David Makovsky, fellow at the Washington Institute for Near East Policy, speaks in the Nelson Mandela Auditorium in the FedEx Global Education Center Wednesday night. He shares some of his firsthand accounts of working as a journalist behind the scenes of the Israeli-Palestinian talks.
David Makovsky, fellow at the Washington Institute for Near East Policy, speaks in the Nelson Mandela Auditorium in the FedEx Global Education Center Wednesday night. He shares some of his firsthand accounts of working as a journalist behind the scenes of the Israeli-Palestinian talks.

David Makovsky, who worked on Secretary of State John Kerry's negotiating team during recent Israeli-Palestinian peace talks, and Ghaith Al-Omari, who has worked for the Palestinian Authority, spoke at the FedEx Global Education Center Wednesday night. Senior Writer Liz Bell sat down with them before the event.

THE DAILY TAR HEEL: Since the failure of the peace talks in April 2014, many are concerned that the Israeli-Palestinian conflict has only worsened since and that a peaceful resolution seems far-fetched. How would each of you describe the current state of the conflict?

GHAITH AL-OMARI: For those of us who have been following this conflict for a long time, we’ve seen the ups and downs. This very much qualifies as a down.

On the one hand, we, for the first time in history, have a consensus on what the solution is: a two-state solution ... Yet, the paradox is we haven’t been further away from an agreement on this because the political leaders are not ready for that ... Now, what do you do about that, is the question.

You can either lament it, as many do, and give up, which would confine the two peoples to another generation of violence.

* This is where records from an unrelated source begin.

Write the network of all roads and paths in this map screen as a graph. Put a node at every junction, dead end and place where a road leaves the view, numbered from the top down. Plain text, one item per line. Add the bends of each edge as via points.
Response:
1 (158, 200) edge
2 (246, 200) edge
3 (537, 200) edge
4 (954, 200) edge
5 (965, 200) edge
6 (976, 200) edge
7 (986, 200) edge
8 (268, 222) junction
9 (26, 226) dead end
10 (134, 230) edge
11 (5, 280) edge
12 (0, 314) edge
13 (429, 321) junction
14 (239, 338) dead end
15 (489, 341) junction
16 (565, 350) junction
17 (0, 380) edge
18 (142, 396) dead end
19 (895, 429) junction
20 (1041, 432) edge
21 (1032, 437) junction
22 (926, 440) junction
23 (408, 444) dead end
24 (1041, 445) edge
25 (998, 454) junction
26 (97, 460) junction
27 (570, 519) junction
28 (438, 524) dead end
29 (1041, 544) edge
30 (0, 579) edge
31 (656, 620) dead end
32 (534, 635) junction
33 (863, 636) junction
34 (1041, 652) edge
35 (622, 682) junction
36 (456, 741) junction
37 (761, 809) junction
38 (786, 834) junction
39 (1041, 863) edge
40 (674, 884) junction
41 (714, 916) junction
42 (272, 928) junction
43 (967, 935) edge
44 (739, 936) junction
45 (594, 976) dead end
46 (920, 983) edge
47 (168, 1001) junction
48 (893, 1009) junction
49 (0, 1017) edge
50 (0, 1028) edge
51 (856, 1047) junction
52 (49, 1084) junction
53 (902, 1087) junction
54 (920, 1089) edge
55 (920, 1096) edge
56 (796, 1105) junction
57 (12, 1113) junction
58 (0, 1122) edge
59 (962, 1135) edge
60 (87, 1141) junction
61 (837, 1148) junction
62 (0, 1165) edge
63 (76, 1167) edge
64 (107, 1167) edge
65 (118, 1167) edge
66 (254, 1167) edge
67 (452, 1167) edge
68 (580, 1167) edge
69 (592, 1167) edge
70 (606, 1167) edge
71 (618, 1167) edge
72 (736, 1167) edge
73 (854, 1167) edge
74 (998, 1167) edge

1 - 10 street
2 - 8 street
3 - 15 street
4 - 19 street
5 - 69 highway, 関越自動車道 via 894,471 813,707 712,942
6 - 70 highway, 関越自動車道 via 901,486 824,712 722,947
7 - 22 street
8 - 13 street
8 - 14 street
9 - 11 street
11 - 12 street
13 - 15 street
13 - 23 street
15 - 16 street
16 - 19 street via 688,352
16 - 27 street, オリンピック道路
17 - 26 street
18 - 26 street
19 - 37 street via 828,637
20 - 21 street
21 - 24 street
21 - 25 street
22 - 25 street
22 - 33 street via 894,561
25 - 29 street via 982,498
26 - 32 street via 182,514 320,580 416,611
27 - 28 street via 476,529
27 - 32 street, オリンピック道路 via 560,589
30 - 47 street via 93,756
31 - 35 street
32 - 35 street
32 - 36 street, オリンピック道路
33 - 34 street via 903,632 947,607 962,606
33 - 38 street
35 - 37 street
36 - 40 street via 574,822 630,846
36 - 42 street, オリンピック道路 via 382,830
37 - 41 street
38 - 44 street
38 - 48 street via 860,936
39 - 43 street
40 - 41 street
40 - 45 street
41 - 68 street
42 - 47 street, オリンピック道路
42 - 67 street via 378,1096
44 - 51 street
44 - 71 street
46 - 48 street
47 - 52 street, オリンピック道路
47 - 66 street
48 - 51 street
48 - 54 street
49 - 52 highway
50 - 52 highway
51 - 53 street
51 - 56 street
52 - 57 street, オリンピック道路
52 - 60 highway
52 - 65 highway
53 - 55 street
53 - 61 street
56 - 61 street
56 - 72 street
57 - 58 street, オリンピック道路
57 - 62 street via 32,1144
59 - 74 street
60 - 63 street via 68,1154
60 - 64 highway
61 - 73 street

Or do you find solutions, which are less than the perfect full solutions, but ones which can move us forward?

DTH: What are some concrete next steps toward a peaceful resolution?

DAVID MAKOVSKY: Since we made this broad agreement that we’re not going to have the two-state solution tomorrow, to me it’s more about maintaining the viability of the idea. In other words, how do you avoid foreclosing options to make this possible going forward?

I think it means, on the Palestinian side, some economic development (in certain areas of the West Bank) ... I think what we’ve seen with these stabbings on the Palestinian side is that a need for more religious leaders to be aware of the consequences of their words.

And on the Israeli side also ... if you want Israel to be a nation-state of the Jewish people with equal rights for all citizens and not become a bi-national reality where it loses that Jewish character, then I think it means, you declare that you’re not going to build over the security barrier. That’s 92 percent of the West Bank. Most of the settlers don’t live in that 92 percent.

DTH: Have your different perspectives and backgrounds, since working together, influenced each other?

GA: I would say our shared, even nerdish obsession with this issue, has developed into a friendship ... We took it for granted that there were any two people who sit and discuss this issue will find so many interesting problems to solve together that they will get closer.

And we both realized that what we take for granted, how this issue can bring people together, is not the norm. In most places, actually, it’s an issue that drives people apart.

At the end of the day, for people to see, two people: myself an Arab, who worked for the Palestinians; David, an American Jew who worked for the American administration, having a conversation. Not screaming, not shouting, but actually having a conversation. I think this is what we need to model more.

DM: I think we are used to the fact that in Washington, that it’s always trying to catch up with campuses because campuses tend to be sometimes more progressive than Washington. But on this issue, we’ve found sometimes that Washington is far ahead and that the students are still hunkered down in their respective bunkers. And you know we feel that here the students have a lot of catching up to do.

The light bulb went off in my head on a phrase that he said that has stuck with me many years. He said 'people have two different narratives, it doesn’t mean it comes from a place of malice.' And that I thought was brilliant.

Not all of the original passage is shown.